What the task asks
Go through the data and copy each line that holds "Green".

┄┄┄┄┄┄┄┄┄┄┄┄┄┄┄┄┄┄┄┄

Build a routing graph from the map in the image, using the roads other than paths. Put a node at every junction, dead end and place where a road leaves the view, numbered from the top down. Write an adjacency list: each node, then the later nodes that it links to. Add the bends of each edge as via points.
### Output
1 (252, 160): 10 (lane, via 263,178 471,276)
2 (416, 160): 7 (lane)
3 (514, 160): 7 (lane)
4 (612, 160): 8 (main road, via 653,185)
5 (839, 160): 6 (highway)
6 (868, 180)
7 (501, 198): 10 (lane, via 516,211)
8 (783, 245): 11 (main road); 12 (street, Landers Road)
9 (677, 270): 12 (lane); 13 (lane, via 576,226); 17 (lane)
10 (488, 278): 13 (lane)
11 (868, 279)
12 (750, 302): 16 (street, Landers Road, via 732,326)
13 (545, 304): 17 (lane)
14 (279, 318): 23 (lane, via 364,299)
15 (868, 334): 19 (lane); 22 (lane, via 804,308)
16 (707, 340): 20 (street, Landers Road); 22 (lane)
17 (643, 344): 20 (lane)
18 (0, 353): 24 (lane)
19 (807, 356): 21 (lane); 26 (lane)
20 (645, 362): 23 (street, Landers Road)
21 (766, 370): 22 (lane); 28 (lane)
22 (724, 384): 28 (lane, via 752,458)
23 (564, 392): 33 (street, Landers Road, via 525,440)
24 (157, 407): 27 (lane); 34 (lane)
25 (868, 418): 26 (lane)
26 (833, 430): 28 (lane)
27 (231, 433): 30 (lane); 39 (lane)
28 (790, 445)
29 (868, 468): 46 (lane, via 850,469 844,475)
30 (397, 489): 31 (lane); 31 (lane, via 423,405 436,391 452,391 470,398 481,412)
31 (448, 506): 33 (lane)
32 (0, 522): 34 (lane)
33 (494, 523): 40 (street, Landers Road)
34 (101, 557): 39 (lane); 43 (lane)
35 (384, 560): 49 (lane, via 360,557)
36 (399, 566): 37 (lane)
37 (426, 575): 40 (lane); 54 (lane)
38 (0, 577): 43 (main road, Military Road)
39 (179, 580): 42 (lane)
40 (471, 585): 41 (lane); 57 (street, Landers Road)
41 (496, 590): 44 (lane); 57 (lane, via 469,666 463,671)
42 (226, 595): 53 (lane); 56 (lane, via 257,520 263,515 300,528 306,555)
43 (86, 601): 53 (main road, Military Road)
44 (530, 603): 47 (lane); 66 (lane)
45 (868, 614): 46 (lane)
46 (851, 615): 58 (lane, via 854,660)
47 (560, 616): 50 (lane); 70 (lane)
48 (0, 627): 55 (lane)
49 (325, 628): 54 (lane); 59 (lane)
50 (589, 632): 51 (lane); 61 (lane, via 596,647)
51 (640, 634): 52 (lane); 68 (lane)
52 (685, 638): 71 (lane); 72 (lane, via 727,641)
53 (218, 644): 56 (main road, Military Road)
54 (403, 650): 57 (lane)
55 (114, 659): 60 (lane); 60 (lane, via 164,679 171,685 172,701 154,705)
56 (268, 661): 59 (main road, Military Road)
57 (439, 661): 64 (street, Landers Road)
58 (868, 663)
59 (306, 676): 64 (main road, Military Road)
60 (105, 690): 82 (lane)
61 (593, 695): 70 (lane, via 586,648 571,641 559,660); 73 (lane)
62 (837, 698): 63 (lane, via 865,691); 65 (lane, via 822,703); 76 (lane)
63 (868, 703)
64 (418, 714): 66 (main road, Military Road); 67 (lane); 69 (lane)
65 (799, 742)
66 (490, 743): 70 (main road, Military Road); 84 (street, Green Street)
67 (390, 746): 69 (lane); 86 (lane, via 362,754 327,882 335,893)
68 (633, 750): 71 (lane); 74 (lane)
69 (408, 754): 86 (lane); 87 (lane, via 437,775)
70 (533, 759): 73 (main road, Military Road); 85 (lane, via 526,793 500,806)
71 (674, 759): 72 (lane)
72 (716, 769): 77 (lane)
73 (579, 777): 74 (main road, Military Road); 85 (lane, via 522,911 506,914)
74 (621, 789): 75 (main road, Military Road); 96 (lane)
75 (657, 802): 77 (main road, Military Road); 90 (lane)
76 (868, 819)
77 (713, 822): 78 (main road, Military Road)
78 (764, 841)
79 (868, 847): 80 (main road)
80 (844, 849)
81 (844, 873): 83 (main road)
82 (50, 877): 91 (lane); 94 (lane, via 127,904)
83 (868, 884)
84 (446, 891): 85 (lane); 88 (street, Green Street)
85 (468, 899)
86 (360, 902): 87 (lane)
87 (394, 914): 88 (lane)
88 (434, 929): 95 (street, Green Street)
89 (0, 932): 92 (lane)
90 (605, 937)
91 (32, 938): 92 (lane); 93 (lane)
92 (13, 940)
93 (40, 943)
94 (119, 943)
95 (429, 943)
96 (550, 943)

┄┄┄┄┄┄┄┄┄┄┄┄┄┄┄┄┄┄┄┄

Finished exercise
66 (490, 743): 70 (main road, Military Road); 84 (street, Green Street)
84 (446, 891): 85 (lane); 88 (street, Green Street)
88 (434, 929): 95 (street, Green Street)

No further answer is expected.